Het is lang geleden dat ik voor de eerste keer in Lesotho was. Dat bezoek heeft zo'n indruk gemaakt dat het me nog levendig bij staat. De eerste aantekening in mijn oude reishandboek; 'zodra we de grens over zijn verandert alles op slag. Lesotho presenteert zich als een armoedig en rommelig land maar het heeft wel iets.'
We komen bij Maseru de grens over en we kijken onze ogen uit. Het is een gezellig bij elkaar geraapt rotzooitje. Hier zie ik ook een enorm billboard met de afbeelding van een condoom met de tekst 'Be sure!' In het hele conservatieve Zuid-Afrika hebben we zoiets niet gezien. In een land als Lesotho met een hoog percentage analfabeten is dit wellicht een doeltreffende manier om AIDS tegen te gaan.

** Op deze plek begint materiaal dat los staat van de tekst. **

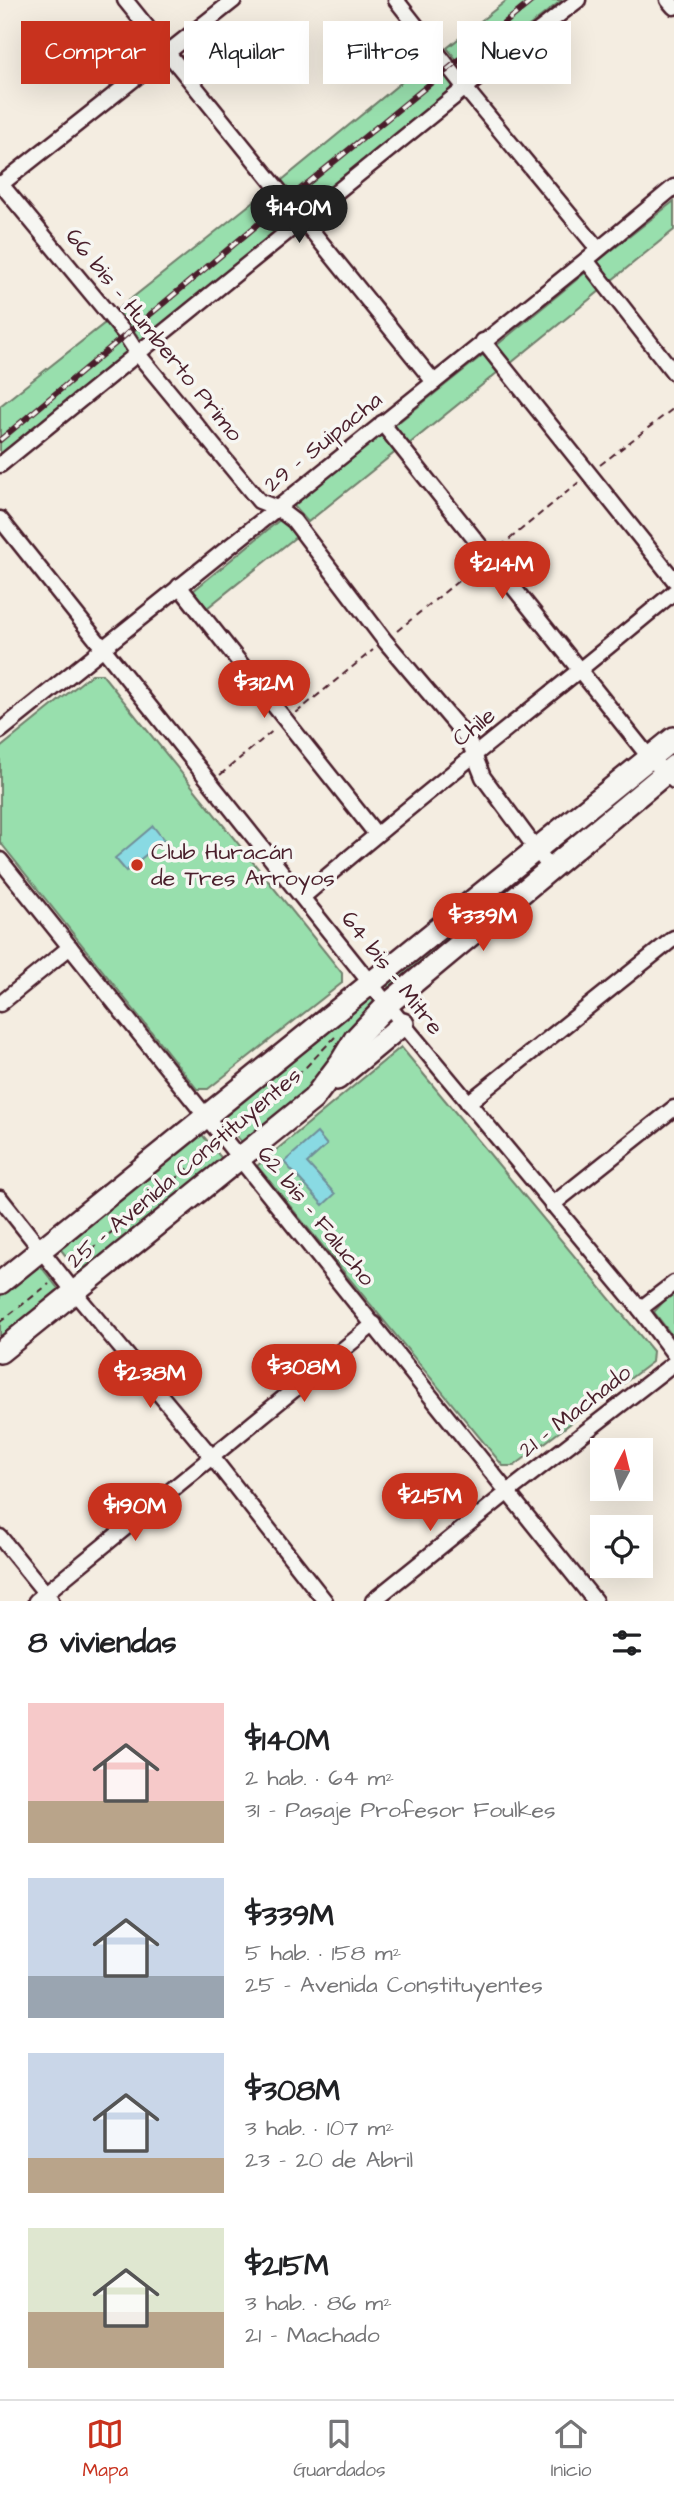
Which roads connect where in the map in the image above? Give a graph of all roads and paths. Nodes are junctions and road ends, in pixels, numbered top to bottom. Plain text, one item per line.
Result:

Door een wonderlijk landschap dat hier en daar wel iets weg heeft van een mini uitgave van the Grand Canyon komen we bij onze afgelegen Lodge aan. De Lodge is niet veel meer dan een oude boerderij waarvan men de werkerhuisjes heeft omgebouwd tot kamers. Het is hier zo verlaten dat er zelfs geen sloten op de deuren zitten. Hoewel de kamers niet luxe zijn is het er wel erg gezellig en het uitzicht is werkelijk adembenemend.
Het is al laat in de middag en na een glaasje wijn gaan we aan tafel. De eetzaal is efficiënt maar met z'n schelle TL verlichting verre van gezellig. Na de maaltijd gaat iedereen buiten zitten en wordt er een kampvuur gemaakt. In totaal zijn er zo'n 15 toeristen uit allerlei landen en al gauw wordt er gezongen en muziek gemaakt. Echt een geweldige avond. Om half tien uur wordt het aggregaat uitgeschakeld en is, op het vuur na, alles donker.
Het is rond bedtijd een hele kunst om de juiste kamer te vinden zonder zaklamp, die heb ik nooit bij me op het moment dat het nodig is. De volgende ochtend horen we dat een van de reisleiders de verkeerde kamer te pakken had en tot overmaat van ramp ook nog over de drempel struikelt waardoor hij languit de kamer invalt. De daar slapende dame schrikt wakker en vraagt laconiek: 'Wat wilt u?' Grappig is dat ze elkaar in het aardedonker niet gezien hebben en zich waarschijnlijk allebei afvragen wie het geweest is.
Zelf was ik die ochtend al heel vroeg wakker en aangezien het aggregaat alleen 's avonds aan staat kan ik niet even gaan liggen lezen. Ik besluit in mijn pyjama (er is per slot van rekening niemand) naar buiten te lopen om de zonsopkomst te fotograferen. Als ik in het donker naar buiten loop zie ik een figuur op me afkomen met een geweer…
Ik schrik me ongans maar ook die man schrikt enorm van die maffe, witte toerist in een roze pyjama met een grote camera op haar buik. Het heeft wel iets van een scene uit een tekenfilmpje. Later hoor ik dat deze man gehuld in een lekkere dikke deken de hele nacht patrouilleert omdat er hier nogal eens diefstallen plaatsvinden.
Wat ik ook niet snel zal vergeten is dat we die ochtend een tocht gingen maken op paarden, om naar de rotstekeningen te gaan kijken. Onderweg zie we een bliksemflits en horen donder in de verte. Onze gids wordt zeer onrustig en stelt voor om te draaien. Wij voelen daar niks voor, een buitje deert een Nederlander immers niet. De man blijft aandringen. Als we zo'n twee uur later bij de Lodge aankomen, krijgen we te horen dat in dit hoog gelegen land blikseminslag een veel voorkomende doodsoorzaak is!
Zuid-Afrikaans spreekwoord:
Sannie en Kobus het 'n donderweerliefde! - Zij beleven een liefdesrelatie die zo kort en hevig is dat het aan een onweersbui doet denken.